Ulu Temburong National Park lies in Brunei’s Temburong district, which is cut off from the rest of the country. The only way to get there without having to cross the border to Malaysia is by speedboat from BSB. The speedboat really lives up to its name and the ride is lots of fun as the boat speeds along the river through the jungle and around the river bends at very sharp angles.

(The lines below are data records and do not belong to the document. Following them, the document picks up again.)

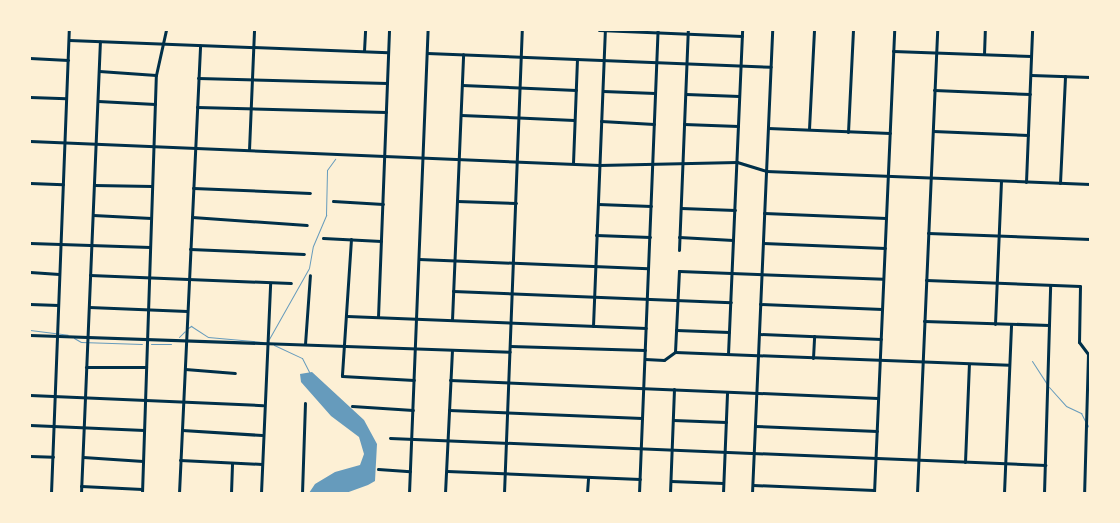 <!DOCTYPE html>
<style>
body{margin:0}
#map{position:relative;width:1120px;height:523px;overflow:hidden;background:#fdf0d5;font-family:Inter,sans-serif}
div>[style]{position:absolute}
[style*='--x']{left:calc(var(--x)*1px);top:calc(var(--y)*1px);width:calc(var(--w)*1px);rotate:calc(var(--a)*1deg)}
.water>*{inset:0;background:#669bbc}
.stream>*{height:1px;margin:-0.5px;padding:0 0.5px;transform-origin:0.5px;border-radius:0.5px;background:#669bbc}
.minor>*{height:3px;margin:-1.5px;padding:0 1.5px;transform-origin:1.5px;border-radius:1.5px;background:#003049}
span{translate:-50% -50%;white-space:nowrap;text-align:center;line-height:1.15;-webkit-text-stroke:4px #fdf0d5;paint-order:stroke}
.frame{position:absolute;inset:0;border:31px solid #fdf0d5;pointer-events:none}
</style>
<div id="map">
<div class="water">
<div style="clip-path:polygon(312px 372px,364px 420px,377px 444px,375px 481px,368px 485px,346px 493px,309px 493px,315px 484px,335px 472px,360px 465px,364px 454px,359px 437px,331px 416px,301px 382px,300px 374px)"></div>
</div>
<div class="stream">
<div style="--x:188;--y:328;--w:4;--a:-34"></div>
<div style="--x:191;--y:326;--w:20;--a:33"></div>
<div style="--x:208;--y:337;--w:55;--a:5.2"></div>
<div style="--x:30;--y:330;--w:38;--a:7"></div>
<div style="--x:179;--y:337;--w:8;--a:-45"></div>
<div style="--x:74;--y:338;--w:8;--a:30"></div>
<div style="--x:81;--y:342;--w:61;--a:1.9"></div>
<div style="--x:269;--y:339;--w:81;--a:-60.6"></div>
<div style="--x:309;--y:268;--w:22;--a:-80"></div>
<div style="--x:313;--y:246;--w:34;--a:-67"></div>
<div style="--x:326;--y:215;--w:45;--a:-88.7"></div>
<div style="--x:327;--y:170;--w:14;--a:-54"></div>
<div style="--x:151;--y:344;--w:20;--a:0"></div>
<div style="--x:274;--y:345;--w:31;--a:25"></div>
<div style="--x:302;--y:358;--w:18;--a:63"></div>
<div style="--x:1032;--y:361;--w:27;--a:57"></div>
<div style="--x:1049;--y:387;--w:25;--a:48"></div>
<div style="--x:1066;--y:406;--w:17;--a:25"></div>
<div style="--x:1081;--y:413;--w:9;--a:63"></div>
<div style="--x:1087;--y:424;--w:6;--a:59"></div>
</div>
<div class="minor">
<div style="--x:599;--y:30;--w:143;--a:2.4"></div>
<div style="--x:69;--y:40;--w:319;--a:2.2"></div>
<div style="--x:364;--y:51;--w:21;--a:-87"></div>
<div style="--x:893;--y:51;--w:138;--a:2.1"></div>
<div style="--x:427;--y:53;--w:344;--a:2.3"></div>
<div style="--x:984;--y:54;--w:24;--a:-88"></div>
<div style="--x:30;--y:58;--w:38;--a:3"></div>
<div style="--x:99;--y:71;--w:57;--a:4"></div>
<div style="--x:1031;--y:75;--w:59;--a:1.9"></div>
<div style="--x:198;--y:78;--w:189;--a:1.5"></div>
<div style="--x:462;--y:85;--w:114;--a:2.5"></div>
<div style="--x:934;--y:90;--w:96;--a:2.4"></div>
<div style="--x:603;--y:91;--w:52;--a:2.2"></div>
<div style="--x:686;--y:94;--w:53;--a:2.2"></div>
<div style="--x:30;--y:97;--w:36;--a:2"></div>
<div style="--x:98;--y:101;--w:57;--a:3"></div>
<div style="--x:197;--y:107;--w:189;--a:1.5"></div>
<div style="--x:461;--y:115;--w:113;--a:2.5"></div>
<div style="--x:601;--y:121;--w:53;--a:3.2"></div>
<div style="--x:684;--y:124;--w:54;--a:2.1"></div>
<div style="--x:768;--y:128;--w:122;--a:2.3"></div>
<div style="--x:809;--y:129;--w:99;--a:-87.1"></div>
<div style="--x:933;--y:131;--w:95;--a:2.4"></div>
<div style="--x:848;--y:132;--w:102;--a:-87.2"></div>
<div style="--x:30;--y:141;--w:570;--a:2.42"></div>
<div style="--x:599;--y:165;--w:138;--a:-1.2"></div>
<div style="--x:737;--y:162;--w:30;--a:17"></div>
<div style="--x:766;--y:171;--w:324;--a:2.3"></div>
<div style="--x:249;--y:150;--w:120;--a:-87.6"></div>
<div style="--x:573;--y:163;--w:104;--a:-87.8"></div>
<div style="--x:1026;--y:182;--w:152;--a:-87.7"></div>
<div style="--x:30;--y:183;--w:33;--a:2"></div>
<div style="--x:1060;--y:183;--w:107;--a:-87.3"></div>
<div style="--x:94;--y:185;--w:58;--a:1"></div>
<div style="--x:193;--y:188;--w:117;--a:2.4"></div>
<div style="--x:333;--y:201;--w:50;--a:3.4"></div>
<div style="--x:457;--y:201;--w:59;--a:1.9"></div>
<div style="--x:598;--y:204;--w:53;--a:2.2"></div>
<div style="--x:681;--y:208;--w:54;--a:2.1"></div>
<div style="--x:764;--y:213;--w:122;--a:2.3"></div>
<div style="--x:93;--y:215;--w:58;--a:3"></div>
<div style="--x:192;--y:217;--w:115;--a:4"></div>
<div style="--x:928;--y:233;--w:162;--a:2.1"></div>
<div style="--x:596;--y:235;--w:54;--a:2.1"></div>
<div style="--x:679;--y:237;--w:54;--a:3.2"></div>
<div style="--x:323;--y:238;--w:58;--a:3"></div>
<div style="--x:351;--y:239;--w:137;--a:93.8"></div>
<div style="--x:342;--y:376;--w:72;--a:3.2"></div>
<div style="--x:30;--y:243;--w:120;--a:1.9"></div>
<div style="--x:763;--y:243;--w:122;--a:2.3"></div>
<div style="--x:190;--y:249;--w:114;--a:2.5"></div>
<div style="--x:679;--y:250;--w:220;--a:-87.7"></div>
<div style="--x:419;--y:259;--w:229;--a:2.3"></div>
<div style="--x:30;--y:272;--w:29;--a:4"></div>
<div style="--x:90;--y:275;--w:201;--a:2.3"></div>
<div style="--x:926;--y:280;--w:154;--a:2.2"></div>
<div style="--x:1080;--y:286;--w:56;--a:91"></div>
<div style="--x:1079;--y:342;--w:15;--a:53"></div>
<div style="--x:1088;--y:354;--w:139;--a:91.6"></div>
<div style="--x:453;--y:291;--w:278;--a:2.3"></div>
<div style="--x:30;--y:304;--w:28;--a:2"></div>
<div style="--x:760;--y:304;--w:122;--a:2.3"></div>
<div style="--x:89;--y:307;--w:98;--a:2.3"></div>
<div style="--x:347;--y:316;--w:299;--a:2.3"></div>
<div style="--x:378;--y:317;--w:287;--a:-87.8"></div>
<div style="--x:452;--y:320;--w:266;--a:-87.6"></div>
<div style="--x:924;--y:321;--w:125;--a:1.8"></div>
<div style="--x:995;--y:324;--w:143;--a:-87.6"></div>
<div style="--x:593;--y:326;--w:296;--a:-87.7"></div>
<div style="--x:676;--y:330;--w:53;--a:2.2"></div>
<div style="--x:759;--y:334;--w:122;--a:2.3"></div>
<div style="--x:30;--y:335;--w:480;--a:2"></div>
<div style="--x:305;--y:344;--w:69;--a:-85.9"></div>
<div style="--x:510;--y:346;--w:135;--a:1.7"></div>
<div style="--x:675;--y:352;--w:81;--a:-87.2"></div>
<div style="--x:679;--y:271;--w:204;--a:2.2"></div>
<div style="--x:728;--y:354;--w:324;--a:-87.5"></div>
<div style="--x:813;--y:358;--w:22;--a:-87"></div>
<div style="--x:645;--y:359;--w:19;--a:3"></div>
<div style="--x:664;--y:360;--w:14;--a:-36"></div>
<div style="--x:675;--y:352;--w:334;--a:2.2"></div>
<div style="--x:86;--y:367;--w:60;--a:0"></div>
<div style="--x:185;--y:369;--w:50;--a:4.6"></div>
<div style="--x:450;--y:380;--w:428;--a:2.4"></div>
<div style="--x:30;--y:395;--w:233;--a:2.5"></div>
<div style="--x:352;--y:406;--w:61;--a:3.8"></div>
<div style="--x:449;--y:410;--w:193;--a:2.4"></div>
<div style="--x:673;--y:420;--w:53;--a:2.2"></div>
<div style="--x:30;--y:425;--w:114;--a:2.5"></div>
<div style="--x:755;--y:426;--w:122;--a:2.3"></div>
<div style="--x:182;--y:430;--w:80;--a:3.6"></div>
<div style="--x:390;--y:438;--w:656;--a:2.36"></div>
<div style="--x:30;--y:456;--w:23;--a:2"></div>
<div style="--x:83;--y:457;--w:60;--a:3.8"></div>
<div style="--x:180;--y:460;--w:82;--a:2.8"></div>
<div style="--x:965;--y:462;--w:98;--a:-87.7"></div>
<div style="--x:378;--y:469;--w:32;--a:4"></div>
<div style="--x:447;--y:471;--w:193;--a:2.4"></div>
<div style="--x:671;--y:481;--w:52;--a:2.2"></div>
<div style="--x:753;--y:485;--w:121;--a:2.4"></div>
<div style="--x:81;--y:486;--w:61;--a:2.8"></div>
<div style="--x:51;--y:493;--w:463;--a:-87.8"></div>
<div style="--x:81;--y:493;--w:452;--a:-87.6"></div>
<div style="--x:142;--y:493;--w:418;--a:-88.1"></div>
<div style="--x:156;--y:75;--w:46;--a:-77.5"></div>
<div style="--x:179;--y:493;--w:448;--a:-87.3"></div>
<div style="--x:231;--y:493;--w:30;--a:-88"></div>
<div style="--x:261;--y:493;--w:210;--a:-87.5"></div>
<div style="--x:302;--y:493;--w:90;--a:-88.1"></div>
<div style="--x:409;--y:493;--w:463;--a:-87.7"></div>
<div style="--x:445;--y:493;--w:143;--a:-87.2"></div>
<div style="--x:504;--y:493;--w:463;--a:-87.8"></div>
<div style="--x:587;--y:493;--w:16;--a:-86"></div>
<div style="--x:639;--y:493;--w:463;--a:-87.7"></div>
<div style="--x:670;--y:493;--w:104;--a:-87.8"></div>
<div style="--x:723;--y:493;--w:101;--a:-87.7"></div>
<div style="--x:752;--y:493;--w:463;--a:-87.5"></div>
<div style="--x:874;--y:493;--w:463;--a:-87.5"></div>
<div style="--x:917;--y:493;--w:463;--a:-87.5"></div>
<div style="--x:1004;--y:493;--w:168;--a:-87.6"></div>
<div style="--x:1044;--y:493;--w:208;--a:-88.3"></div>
</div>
<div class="frame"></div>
</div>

How to get to Ulu Temburong
The only way to get to Ulu Temburong is with an organized tour. It’s quite expensive but it was definitely worth it (and let’s face it: there’s not much else to do in Brunei). We went with AZ Back to Nature tours (arranged through Borneo Guide). They also have a camp close to the park where it is possible to stay overnight and to be at the park early in the morning. We didn’t do our homework properly and found out about that too late so we only did a day trip to the national park. Everything war perfectly organized. In Bangar, where we left the speedboat, a driver picked us up and brought us to Batang Duri, the village at the end of the road. There, our guide and the boatman were waiting for us with the longboat ready.
Upriver in a longboat
During dry season, the river’s water level is very low and only a maximum of four people can travel in one boat. The way to the park is all upstream and we were ready to jump out and push. We didn’t have to though, our guide did all the work for us.
In the national park
Only a tiny fraction of Ulu Temburong national park is open to the public and there’s only one trail and a canopy walkway. After crossing the river on a suspension bridge, it’s 1200 steps until you reach the canopy walkway. Even though we managed the steps just fine, we were drenched in sweat because of the heat and the humidity.

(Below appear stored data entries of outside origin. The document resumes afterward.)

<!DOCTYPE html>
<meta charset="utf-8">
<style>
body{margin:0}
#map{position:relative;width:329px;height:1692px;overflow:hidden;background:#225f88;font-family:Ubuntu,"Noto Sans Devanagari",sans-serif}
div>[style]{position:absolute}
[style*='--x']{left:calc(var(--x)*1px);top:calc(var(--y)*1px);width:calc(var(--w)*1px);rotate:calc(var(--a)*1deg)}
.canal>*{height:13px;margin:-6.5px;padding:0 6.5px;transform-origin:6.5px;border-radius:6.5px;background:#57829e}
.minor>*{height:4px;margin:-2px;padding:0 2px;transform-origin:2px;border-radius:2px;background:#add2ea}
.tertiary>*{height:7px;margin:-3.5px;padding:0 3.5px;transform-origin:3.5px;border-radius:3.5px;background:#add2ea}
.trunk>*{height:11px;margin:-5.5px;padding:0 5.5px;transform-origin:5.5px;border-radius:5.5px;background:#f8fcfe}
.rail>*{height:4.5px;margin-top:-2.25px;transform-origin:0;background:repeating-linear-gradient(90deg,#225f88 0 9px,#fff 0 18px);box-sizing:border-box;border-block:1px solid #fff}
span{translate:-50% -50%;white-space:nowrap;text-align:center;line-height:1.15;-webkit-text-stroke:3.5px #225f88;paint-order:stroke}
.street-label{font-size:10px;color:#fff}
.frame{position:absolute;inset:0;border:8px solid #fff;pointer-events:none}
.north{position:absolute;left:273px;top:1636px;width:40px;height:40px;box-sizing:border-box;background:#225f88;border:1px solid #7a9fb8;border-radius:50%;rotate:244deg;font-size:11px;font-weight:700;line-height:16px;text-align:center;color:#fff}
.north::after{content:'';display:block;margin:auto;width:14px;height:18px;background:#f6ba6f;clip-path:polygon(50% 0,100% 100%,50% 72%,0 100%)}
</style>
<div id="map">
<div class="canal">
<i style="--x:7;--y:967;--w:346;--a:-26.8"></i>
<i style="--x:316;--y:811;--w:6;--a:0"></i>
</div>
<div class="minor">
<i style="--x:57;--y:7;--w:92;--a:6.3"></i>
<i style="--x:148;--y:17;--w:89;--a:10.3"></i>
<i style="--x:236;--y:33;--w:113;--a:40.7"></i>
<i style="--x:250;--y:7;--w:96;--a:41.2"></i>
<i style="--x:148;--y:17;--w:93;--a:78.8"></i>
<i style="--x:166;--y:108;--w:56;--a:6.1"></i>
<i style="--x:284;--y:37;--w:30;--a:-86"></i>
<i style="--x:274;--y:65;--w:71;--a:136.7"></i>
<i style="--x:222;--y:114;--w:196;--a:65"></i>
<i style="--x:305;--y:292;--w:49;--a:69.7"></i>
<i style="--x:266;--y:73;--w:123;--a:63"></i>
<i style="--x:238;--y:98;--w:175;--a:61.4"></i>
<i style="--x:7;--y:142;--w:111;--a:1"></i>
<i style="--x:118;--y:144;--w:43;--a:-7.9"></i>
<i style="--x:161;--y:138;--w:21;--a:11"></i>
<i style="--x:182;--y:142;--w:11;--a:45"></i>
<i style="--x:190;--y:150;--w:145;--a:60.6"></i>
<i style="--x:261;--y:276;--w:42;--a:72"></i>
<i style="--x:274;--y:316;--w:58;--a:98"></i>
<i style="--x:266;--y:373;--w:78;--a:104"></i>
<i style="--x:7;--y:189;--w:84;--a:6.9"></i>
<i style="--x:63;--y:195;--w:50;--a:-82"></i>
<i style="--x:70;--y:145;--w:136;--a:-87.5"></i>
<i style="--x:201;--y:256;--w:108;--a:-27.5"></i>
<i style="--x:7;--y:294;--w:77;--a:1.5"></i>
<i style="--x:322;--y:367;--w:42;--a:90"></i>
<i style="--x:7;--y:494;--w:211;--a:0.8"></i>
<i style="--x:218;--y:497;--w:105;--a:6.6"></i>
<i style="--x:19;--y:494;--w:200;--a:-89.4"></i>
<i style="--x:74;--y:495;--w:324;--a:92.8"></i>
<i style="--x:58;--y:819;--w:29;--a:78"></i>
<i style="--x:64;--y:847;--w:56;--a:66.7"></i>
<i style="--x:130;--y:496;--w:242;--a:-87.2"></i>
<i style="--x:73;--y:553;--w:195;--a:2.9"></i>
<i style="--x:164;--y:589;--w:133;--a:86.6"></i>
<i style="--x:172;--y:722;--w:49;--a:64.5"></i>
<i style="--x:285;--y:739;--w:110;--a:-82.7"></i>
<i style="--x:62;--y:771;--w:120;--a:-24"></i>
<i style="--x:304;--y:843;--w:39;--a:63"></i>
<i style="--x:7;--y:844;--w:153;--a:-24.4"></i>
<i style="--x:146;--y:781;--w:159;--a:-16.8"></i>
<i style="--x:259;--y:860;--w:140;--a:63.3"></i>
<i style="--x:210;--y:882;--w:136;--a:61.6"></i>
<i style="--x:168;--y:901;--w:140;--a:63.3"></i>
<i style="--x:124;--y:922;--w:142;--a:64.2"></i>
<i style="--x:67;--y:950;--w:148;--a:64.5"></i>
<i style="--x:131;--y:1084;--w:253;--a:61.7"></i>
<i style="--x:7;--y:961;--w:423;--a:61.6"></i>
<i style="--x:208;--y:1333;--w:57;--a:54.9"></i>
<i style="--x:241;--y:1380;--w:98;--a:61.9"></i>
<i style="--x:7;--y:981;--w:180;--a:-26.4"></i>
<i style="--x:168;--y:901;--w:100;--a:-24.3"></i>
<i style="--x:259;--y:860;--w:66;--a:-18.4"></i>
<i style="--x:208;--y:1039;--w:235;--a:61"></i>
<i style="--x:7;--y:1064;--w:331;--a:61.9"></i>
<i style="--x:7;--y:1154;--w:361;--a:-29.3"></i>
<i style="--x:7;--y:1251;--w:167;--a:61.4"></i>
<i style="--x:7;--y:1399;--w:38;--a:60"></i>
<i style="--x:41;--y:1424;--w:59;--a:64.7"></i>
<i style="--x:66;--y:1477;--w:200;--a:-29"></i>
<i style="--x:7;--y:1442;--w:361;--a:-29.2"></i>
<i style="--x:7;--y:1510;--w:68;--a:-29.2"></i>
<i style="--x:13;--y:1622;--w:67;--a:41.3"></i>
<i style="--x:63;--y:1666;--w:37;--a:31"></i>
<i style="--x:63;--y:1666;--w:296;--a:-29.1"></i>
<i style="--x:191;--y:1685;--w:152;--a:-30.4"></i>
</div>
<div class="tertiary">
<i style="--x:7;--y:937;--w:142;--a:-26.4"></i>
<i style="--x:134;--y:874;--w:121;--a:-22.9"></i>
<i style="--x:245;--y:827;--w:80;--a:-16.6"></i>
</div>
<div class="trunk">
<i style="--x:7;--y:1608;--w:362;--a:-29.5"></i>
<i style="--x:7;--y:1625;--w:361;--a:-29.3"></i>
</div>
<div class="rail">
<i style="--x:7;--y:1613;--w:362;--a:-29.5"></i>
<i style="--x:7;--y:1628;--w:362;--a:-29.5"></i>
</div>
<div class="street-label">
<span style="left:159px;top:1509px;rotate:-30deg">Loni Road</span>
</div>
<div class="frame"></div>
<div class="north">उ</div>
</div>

The canopy walkway (more steps here) is 50 meters above ground and offers magnificent views over the jungle – there’s not one single house or other sign of human settlements in sight. The walkway is built with steel towers which only support a few people at the same time (two on the platforms, one on the stairs) and the whole construction moves and sways from side to side. It’s not like the canopy walkways in other parks, this here is not made for big groups of people and that’s what makes this place so special. It’s an adventure to get here and once you’re here, chances are good you’re almost on your own. And the views from the top of the walkway… unforgettable!
Apart from some reptiles and insects we didn’t see any wildlife. That’s actually a good sign, it means that the animals have a huge habitat and are not being pushed closer to the river and the trail by ever growing palm oil plantations and logging as it is the case in other parts of Borneo.
Fish spa at the waterfall
On the way back we visited a waterfall that can only be reached by walking along and in a small stream. Apparently in the rainy season it’s possible to get there by boat. Now that it’s dry season, the waterfall is not that impressive but it’s still nice and in the pool below the waterfall there are doctor fish so you get a free fish spa treatment while contemplating the waterfall. Isn’t that awesome?
Before heading back to BSB, again by longboat (downstream this time, much easier), car, and speedboat, we had lunch at the company’s camp. The food was great: typical Iban food; chicken curry, fish, and umbut (heart of palm) with rice.